En partant du postulat que le climat économique était sclérosé, particulièrement en Europe et au Japon, les investisseurs se sont donc rués sur des actifs qui profitent du soutien inconditionnel des banques centrales (obligations) d’une part et qui offrent un rendement bien supérieur (actions défensives à dividende élevé par exemple) aux taux d’intérêts d’autre part. Les investisseurs les plus sophistiqués se sont aussi dirigés vers l’immobilier ou encore des titres à faible volatilité. Les flux financiers sur ces segments spécifiques furent colossaux et ont mécaniquement créé une forme de bulle. Et comme toute bulle est vouée à éclater un jour, il vaut mieux les éviter au risque de se priver de la dernière jambe de (sur) performance…

Le facteur déterminant qui pourrait faire éclater cette bulle est un phénomène économique bien connu, décrit dans tous les manuels économiques mais finalement bien obscure pour la nouvelle génération: l’inflation. En effet, alors que l’élection de Trump a amplifié la hausse des attentes d’inflation au niveau mondial compte tenu de sa volonté de mettre en place des politiques expansionnistes, les prémices d’une recrudescence d’inflation était en réalité déjà visible en fin d’année 2016. Et dernièrement, une batterie d’indicateurs nous laisse penser que la dynamique d’un mouvement haussier sur l’inflation est en marche. Aux Etats-Unis, l’inflation salariale avoisine les 3%, en Chine, les prix à la production sont passés en territoire positif (5.5%) pour la première fois depuis 5 ans et en Allemagne, au grand dam de certains politiques qui combattent la politique non conventionnelle de Draghi, l’inflation a grimpé de façon inattendue à 1.9%.

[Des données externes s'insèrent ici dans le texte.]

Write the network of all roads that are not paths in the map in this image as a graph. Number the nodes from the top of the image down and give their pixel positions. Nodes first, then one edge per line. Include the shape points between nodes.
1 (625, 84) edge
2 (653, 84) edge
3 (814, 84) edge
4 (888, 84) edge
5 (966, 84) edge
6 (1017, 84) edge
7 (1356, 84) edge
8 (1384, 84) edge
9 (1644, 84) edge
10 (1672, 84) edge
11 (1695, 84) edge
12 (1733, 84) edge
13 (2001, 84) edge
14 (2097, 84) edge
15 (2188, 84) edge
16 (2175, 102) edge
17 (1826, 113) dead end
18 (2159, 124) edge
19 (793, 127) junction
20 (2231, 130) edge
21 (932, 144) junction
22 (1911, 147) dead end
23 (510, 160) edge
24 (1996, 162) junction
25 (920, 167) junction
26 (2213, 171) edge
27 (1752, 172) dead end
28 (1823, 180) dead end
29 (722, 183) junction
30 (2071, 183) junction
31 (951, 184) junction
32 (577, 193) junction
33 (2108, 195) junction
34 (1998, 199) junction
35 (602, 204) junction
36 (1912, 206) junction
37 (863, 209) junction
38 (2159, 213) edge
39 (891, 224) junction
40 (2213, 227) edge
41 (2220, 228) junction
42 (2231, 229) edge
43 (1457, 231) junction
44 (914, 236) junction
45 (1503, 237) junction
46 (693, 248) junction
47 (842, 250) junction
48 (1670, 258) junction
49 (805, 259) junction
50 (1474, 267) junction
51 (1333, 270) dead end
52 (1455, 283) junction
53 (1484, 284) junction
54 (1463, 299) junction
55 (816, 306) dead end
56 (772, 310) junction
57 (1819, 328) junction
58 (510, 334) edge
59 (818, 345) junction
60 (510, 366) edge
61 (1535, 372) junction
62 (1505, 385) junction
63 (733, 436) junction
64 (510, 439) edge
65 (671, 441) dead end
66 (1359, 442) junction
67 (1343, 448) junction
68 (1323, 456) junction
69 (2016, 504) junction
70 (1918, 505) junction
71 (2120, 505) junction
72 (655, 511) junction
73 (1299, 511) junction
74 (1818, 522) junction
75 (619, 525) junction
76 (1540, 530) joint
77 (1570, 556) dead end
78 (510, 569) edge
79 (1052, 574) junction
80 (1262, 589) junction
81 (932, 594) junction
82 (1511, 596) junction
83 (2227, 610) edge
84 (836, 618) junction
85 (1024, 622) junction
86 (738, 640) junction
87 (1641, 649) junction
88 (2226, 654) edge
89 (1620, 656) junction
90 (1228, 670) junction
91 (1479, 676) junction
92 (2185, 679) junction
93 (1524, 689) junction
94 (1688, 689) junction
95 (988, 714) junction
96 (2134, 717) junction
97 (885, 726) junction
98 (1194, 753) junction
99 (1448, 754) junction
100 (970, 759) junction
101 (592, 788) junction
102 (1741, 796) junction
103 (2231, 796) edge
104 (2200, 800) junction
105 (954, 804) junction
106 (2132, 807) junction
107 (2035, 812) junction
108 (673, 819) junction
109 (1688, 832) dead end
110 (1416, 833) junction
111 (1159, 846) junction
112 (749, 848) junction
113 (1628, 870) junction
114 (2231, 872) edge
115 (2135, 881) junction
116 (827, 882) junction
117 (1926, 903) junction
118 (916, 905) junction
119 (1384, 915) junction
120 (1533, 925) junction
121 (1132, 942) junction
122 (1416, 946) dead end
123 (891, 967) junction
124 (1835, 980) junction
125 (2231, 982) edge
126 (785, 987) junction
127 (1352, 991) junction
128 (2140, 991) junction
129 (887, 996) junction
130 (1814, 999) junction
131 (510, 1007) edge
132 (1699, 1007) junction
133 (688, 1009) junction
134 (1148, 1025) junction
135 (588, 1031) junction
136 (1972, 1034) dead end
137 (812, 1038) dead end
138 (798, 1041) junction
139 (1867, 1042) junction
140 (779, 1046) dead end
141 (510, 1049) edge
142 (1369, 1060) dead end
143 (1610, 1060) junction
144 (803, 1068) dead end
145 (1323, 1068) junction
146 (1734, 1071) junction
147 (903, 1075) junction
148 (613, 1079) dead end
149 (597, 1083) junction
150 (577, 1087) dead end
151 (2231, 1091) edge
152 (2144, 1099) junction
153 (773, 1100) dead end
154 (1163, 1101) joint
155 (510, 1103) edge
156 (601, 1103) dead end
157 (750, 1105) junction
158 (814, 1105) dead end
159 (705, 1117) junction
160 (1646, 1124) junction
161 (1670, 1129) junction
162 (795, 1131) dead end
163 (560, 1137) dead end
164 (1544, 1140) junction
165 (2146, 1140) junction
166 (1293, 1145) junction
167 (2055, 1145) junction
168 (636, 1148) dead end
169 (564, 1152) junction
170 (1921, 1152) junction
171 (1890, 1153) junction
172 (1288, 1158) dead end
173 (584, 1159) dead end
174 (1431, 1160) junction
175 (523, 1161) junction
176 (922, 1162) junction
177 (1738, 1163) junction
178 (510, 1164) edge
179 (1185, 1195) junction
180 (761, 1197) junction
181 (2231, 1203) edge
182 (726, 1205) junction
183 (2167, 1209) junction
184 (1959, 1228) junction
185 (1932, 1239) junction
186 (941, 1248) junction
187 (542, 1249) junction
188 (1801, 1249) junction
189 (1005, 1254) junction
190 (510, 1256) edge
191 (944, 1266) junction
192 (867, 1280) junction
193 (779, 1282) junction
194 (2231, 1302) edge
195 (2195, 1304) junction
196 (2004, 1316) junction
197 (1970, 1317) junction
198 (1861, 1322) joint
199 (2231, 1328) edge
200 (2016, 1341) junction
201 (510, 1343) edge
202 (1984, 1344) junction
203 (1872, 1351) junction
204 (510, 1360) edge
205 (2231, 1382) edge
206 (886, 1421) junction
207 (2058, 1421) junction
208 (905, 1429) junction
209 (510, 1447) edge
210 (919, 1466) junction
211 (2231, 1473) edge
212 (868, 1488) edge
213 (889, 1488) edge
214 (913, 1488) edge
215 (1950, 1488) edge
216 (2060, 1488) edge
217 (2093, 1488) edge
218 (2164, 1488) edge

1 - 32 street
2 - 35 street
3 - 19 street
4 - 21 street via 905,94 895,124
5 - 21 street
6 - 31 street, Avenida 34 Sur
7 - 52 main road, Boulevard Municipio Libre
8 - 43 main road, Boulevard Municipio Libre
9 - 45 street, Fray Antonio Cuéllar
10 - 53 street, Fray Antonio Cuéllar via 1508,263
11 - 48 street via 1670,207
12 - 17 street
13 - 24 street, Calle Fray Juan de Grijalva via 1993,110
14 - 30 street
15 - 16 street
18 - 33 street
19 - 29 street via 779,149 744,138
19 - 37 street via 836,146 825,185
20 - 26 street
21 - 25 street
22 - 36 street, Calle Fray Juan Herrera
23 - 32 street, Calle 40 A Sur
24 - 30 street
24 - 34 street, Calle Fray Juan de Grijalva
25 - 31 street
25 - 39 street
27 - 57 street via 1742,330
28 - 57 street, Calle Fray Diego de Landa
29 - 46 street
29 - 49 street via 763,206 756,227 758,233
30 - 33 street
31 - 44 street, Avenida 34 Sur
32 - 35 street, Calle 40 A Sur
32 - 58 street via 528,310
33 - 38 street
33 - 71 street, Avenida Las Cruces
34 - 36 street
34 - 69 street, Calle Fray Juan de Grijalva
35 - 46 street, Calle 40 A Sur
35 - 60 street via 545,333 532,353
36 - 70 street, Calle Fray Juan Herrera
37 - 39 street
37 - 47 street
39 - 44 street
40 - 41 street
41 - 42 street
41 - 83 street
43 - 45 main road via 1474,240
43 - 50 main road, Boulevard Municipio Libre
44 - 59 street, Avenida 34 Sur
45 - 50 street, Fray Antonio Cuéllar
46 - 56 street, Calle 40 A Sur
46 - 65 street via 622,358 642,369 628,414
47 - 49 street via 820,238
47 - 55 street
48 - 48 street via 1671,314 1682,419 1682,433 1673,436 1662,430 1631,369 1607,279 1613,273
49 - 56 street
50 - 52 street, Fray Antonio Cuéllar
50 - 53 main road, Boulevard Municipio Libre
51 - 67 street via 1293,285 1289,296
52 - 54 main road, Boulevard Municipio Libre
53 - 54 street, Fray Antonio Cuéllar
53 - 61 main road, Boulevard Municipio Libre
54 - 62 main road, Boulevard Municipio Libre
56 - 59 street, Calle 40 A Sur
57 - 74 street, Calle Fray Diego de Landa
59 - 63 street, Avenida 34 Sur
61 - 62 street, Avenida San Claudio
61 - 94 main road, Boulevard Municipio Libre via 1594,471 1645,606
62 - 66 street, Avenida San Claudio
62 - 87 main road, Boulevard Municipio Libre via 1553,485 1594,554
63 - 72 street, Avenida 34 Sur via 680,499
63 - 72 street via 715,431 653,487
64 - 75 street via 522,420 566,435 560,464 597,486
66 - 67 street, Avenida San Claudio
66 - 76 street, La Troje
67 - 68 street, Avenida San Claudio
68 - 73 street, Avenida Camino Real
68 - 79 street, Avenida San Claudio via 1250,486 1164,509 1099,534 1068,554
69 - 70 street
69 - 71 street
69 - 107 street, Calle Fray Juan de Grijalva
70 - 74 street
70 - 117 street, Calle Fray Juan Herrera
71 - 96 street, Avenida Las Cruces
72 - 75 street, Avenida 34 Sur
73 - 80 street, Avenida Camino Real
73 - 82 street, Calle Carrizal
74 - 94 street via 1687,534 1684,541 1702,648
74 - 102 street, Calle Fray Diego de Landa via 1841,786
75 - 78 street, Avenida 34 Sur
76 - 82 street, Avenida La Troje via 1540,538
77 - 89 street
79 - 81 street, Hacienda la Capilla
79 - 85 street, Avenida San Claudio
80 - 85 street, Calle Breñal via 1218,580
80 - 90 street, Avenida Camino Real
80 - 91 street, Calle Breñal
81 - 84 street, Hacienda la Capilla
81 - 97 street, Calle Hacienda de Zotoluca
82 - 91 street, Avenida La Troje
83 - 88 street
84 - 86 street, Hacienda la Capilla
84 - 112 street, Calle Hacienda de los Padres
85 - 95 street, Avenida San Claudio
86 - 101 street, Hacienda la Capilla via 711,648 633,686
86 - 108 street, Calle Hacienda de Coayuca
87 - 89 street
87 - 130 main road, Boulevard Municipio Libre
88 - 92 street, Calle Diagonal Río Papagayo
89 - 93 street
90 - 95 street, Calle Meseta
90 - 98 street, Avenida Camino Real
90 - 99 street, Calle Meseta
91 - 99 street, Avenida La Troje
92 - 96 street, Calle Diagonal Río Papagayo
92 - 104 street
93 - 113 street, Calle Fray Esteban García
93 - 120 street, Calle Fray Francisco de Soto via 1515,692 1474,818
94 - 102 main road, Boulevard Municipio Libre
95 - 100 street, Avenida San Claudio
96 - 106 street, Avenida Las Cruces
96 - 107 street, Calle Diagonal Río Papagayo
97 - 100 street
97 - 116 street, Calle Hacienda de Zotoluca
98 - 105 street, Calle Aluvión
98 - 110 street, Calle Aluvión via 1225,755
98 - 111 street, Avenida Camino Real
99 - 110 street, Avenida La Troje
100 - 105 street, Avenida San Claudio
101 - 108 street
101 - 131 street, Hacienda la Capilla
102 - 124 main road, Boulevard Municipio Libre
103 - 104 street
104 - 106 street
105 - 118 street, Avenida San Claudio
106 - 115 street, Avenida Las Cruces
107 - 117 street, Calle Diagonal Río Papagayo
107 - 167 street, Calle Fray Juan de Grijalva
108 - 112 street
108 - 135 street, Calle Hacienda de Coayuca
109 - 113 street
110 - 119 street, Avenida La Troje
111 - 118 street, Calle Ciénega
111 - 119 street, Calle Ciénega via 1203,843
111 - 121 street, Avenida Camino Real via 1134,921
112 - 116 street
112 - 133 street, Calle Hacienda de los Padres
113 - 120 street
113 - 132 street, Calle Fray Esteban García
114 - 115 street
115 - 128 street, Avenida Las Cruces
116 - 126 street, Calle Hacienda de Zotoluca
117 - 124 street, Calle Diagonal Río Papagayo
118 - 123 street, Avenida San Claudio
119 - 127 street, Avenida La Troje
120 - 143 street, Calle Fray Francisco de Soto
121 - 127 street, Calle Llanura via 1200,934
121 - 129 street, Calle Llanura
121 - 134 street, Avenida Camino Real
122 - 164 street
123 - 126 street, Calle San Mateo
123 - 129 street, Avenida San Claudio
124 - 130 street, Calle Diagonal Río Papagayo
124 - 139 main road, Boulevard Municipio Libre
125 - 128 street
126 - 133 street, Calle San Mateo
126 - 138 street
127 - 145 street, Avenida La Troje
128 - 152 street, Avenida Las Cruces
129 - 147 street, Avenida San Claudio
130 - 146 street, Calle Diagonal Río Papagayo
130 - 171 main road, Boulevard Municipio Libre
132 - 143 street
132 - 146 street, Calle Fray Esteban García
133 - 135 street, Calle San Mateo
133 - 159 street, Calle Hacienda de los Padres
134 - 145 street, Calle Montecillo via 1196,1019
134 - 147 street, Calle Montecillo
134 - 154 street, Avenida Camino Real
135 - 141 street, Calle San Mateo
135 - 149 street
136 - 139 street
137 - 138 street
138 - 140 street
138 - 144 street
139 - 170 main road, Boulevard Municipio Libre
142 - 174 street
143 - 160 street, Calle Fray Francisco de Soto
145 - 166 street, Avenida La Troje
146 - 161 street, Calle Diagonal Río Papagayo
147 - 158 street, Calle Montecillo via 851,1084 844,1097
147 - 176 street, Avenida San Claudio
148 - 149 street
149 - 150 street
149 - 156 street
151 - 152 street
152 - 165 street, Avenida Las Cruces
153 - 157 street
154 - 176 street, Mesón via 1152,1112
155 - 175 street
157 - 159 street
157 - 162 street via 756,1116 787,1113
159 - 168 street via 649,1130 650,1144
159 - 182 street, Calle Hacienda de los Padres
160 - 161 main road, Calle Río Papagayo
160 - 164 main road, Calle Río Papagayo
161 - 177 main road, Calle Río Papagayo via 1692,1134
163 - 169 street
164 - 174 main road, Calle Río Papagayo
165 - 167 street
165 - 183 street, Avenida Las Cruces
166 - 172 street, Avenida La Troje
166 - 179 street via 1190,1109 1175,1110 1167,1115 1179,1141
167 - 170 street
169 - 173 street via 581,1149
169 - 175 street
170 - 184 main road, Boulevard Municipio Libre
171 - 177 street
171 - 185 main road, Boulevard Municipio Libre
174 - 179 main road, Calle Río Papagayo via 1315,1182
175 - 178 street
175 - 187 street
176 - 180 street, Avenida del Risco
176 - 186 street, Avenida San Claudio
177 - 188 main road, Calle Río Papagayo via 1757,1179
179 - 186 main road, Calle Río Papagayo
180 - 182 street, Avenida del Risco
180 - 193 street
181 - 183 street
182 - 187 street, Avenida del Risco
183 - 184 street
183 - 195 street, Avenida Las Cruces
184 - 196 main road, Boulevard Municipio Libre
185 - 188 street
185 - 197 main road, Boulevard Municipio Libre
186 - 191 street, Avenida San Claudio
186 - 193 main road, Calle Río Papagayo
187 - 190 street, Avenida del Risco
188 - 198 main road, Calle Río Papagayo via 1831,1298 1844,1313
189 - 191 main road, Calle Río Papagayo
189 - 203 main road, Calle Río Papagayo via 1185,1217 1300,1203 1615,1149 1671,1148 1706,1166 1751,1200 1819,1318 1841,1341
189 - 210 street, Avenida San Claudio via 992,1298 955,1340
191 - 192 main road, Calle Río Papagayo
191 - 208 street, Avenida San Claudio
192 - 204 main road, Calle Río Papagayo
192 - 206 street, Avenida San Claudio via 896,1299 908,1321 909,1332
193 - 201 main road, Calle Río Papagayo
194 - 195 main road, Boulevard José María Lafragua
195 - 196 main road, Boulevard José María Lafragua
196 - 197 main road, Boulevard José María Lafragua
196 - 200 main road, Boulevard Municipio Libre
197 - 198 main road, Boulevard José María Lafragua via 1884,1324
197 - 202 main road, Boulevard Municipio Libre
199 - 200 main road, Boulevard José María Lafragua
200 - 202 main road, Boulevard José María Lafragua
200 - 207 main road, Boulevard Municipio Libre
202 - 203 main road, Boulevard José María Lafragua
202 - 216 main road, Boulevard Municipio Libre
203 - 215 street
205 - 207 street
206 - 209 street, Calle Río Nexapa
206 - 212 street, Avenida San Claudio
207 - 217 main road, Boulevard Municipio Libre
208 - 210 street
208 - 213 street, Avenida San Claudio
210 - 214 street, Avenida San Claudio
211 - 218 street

Si nous revenons à notre portefeuille équilibré, et dans un contexte où l’inflation devrait renaitre de ses cendres tel le phénix, ce sont les actifs risqués, à savoir les actions qui devraient produire l’essentiel de la performance positive. Cependant, les entreprises qui ont sensiblement profité de la baisse structurelle des taux en procédant à des achats massifs de leur propre action pour gonfler les bénéfices se sont endettés et un éventuel choc de taux pourrait les mettre à mal. Certains spécialistes estiment que ce seuil de tolérance, donc avant que des secousses ne se fassent sentir sur les actions, est environ à 3%-3.5% pour les taux long terme américains.

Alors que l’inflation mondiale pointe le bout de son nez, il n’est pas recommandé de surpondérer les actifs réputés défensifs puisqu’ils sont à la merci de l’éclatement d’une bulle. Il devient donc important de se positionner sur des thèmes d’investissement (titres financiers en particulier) qui profitent de la hausse des taux afin de contrebalancer les éventuelles pertes sur les segments obligataires. Et finalement, alors que le risque de voir les obligations et les actions produire des performances négatives simultanément en 2017 s’accentue, il convient de garder une poche de liquidités importante. C’est d’ailleurs le seul actif défensif, qui sera prochainement « bien » rémunéré, du moins en USD et selon les projections de la Fed.